Trump diz que EUA voltaram a bombardear o Irã "com muita força"
O presidente dos Estados Unidos, Donald Trump, declarou no domingo (19.jul.2026) que o governo norte-americano voltou a bombardear o Irã "com muita força". A nova onda de ataques deixou 1 morto e vários feridos no país persa. O Irã pediu à AIEA (Agência Internacional de Energia Atômica) que condene as ações, e afirmou estar aberto a negociações.
Trump declarou que os bombardeios foram uma retaliação às mortes de 3 militares norte-americanos na semana passada. "Nós os atingimos com muita força novamente esta noite, e fizemos isso em homenagem a, provavelmente, 3 grandes patriotas. Nos sentimos muito mal (com a morte deles)", afirmou a jornalistas ao chegar em Washington depois de acompanhar a final da Copa do Mundo em Nova Jersey. A informação foi divulgada pela agência de notícias AFP.
Bombardeios dos EUA contra o Irã: o que se sabe até agora
A campanha militar americana contra o Irã encerrou o 9º dia consecutivo. O governo norte-americano diz que as ações respondem aos ataques iranianos contra forças norte-americanas e à ameaça do programa nuclear do Irã. Afirma que os alvos são instalações militares.
Segundo os militares norte-americanos, os alvos incluíram centros de comando, sistemas de defesa aérea, locais de lançamento de mísseis e drones e redes de comunicação. Várias pessoas ficaram feridas durante ataques na cidade de Urmia.

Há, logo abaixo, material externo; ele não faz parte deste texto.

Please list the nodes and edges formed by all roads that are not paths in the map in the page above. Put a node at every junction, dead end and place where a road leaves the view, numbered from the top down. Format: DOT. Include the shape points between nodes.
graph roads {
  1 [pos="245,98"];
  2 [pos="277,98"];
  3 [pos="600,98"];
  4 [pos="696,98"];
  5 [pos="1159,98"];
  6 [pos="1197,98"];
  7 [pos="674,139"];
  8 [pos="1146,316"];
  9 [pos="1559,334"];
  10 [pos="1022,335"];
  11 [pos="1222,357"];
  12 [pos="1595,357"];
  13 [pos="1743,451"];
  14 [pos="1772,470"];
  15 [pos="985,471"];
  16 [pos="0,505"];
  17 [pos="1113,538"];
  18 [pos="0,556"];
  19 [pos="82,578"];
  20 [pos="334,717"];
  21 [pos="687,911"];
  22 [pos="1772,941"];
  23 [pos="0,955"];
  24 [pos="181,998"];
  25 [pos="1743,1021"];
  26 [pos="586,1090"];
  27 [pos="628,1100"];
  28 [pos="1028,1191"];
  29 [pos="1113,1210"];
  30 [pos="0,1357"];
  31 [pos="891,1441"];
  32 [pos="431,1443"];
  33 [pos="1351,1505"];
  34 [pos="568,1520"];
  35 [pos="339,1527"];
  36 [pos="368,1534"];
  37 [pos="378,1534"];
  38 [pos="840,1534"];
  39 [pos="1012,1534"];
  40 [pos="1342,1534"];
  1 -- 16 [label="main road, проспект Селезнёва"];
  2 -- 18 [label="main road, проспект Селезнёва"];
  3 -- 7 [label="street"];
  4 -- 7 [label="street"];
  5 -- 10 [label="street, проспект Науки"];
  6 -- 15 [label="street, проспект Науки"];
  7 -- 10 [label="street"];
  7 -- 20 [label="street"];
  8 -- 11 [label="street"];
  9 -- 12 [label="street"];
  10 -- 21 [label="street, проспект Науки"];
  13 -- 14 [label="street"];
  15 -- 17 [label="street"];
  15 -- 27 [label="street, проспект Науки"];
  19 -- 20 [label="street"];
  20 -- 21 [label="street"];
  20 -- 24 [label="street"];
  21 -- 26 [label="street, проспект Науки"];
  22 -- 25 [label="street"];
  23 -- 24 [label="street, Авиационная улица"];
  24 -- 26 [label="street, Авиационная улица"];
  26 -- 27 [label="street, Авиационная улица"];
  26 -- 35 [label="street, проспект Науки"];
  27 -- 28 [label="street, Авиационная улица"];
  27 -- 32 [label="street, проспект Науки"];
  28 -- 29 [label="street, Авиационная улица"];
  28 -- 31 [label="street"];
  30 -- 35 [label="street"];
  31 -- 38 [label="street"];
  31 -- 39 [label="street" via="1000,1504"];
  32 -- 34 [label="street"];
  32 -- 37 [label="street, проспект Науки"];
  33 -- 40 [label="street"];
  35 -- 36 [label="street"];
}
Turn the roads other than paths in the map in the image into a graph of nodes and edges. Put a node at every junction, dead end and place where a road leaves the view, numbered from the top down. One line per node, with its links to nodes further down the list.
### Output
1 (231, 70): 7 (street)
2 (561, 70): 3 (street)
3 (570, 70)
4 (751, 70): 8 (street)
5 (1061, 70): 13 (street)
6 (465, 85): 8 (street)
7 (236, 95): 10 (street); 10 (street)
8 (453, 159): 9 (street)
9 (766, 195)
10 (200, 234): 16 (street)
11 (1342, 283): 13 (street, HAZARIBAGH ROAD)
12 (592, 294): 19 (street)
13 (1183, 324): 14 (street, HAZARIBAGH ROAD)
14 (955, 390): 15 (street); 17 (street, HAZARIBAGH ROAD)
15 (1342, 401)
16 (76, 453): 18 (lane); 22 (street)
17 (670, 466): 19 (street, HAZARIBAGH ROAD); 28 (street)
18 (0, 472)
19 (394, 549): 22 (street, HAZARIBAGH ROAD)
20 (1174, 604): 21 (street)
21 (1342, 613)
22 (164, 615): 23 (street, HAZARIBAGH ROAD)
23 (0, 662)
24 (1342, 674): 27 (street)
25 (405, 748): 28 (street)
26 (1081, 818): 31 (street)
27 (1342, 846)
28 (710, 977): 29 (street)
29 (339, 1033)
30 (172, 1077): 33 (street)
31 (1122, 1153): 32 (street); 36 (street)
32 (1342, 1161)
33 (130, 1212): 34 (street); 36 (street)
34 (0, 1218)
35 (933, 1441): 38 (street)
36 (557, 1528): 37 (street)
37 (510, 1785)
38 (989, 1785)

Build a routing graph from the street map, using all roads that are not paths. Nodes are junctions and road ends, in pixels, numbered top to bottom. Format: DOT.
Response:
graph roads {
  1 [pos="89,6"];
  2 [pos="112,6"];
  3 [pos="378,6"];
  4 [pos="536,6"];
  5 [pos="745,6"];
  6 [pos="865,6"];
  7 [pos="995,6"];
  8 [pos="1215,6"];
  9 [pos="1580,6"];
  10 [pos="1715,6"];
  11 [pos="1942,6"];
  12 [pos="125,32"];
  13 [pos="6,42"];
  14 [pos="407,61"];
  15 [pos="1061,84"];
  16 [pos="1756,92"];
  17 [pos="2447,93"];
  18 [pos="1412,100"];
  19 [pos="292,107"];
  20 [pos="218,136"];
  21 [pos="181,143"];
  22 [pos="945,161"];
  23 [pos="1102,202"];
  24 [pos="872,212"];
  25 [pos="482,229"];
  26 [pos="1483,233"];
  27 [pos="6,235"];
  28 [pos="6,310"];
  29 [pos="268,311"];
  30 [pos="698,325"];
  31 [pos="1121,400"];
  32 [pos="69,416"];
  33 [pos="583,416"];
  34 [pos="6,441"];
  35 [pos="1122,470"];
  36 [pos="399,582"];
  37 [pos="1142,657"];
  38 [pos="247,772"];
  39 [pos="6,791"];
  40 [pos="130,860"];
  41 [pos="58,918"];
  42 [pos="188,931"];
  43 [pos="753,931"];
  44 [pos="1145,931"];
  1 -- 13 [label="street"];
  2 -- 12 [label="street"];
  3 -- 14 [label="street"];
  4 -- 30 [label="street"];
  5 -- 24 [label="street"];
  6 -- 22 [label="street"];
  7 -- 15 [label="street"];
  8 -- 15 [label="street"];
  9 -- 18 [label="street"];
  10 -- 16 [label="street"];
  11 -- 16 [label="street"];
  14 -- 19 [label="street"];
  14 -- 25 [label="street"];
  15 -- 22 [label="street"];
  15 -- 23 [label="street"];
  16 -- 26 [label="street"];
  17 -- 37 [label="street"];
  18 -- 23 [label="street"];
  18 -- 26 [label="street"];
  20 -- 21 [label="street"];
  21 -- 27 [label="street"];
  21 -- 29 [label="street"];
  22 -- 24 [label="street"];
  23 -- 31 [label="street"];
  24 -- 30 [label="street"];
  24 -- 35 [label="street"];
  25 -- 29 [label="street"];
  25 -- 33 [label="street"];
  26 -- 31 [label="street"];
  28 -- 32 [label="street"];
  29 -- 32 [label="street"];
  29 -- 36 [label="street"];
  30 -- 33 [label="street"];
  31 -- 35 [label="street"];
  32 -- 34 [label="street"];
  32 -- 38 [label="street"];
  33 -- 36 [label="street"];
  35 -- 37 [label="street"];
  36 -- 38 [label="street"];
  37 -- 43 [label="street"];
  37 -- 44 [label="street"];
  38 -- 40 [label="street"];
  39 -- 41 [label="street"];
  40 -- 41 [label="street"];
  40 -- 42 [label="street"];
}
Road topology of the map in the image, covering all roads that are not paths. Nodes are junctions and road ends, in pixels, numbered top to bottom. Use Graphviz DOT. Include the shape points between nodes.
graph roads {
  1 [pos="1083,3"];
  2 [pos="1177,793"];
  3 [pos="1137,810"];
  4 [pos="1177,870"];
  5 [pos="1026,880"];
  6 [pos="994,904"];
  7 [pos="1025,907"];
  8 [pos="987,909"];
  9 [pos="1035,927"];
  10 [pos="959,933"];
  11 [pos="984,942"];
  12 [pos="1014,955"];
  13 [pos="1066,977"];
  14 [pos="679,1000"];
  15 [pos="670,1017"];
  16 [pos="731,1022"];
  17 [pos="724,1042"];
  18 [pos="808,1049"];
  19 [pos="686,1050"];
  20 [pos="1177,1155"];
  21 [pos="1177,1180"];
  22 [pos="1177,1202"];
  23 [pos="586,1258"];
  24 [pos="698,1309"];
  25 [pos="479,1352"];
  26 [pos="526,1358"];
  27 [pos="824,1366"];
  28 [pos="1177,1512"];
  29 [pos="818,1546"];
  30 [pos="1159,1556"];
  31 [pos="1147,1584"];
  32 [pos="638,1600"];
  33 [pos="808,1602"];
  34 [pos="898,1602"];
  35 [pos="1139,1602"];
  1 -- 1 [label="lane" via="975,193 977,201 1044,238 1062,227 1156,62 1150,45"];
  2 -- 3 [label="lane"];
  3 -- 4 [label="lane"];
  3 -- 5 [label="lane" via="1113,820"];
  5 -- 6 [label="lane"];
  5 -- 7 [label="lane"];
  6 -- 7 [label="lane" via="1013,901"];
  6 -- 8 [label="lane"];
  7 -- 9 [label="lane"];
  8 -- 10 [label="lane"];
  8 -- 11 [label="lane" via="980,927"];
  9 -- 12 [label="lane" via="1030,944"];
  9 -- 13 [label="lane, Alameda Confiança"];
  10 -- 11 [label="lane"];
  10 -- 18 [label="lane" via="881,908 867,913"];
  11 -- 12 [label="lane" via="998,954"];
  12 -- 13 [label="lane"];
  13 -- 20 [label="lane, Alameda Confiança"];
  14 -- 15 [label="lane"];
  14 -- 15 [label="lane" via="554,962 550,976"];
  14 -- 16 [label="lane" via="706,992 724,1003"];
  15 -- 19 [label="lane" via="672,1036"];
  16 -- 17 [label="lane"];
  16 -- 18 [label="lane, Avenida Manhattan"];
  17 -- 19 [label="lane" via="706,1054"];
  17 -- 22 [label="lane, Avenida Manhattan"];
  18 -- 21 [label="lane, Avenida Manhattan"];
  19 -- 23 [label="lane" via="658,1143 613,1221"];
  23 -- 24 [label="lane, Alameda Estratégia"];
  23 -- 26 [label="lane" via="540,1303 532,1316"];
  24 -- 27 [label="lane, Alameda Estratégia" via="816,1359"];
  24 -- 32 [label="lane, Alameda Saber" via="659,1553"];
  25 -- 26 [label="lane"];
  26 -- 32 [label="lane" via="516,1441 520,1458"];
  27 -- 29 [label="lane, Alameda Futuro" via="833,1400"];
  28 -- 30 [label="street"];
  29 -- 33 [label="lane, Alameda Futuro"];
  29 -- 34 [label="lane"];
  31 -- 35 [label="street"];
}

Ataques em Urmia e Bushehr
O Irã declarou que os EUA atacaram áreas urbanas, especialmente na cidade de Bushehr, onde fica a única usina nuclear em operação no país. "O Irã espera que o conselho de governadores da AIEA e o diretor-geral da AIEA, que ocasionalmente fazem declarações políticas sobre a questão nuclear iraniana, declarem claramente sua posição sobre o assunto, condenando o crime dos EUA", disse o porta-voz do Ministério das Relações Exteriores do Irã, Esmaeil Baghaei, em entrevista nesta 2ª feira (20.jul.2026).
Irã pede condenação da AIEA, mas sinaliza diálogo
O país persa respondeu com ataques contra nações vizinhas do Golfo. Apesar disso, os 2 países sinalizaram estar dispostos a retomar as negociações, segundo um funcionário de alto escalão do Irã afirmou à agência Reuters.
Mediadores apresentaram a Teerã uma proposta para conter a escalada do conflito. O plano prevê um cessar-fogo de 10 dias para que as partes tentem retomar o acordo provisório fechado no mês passado.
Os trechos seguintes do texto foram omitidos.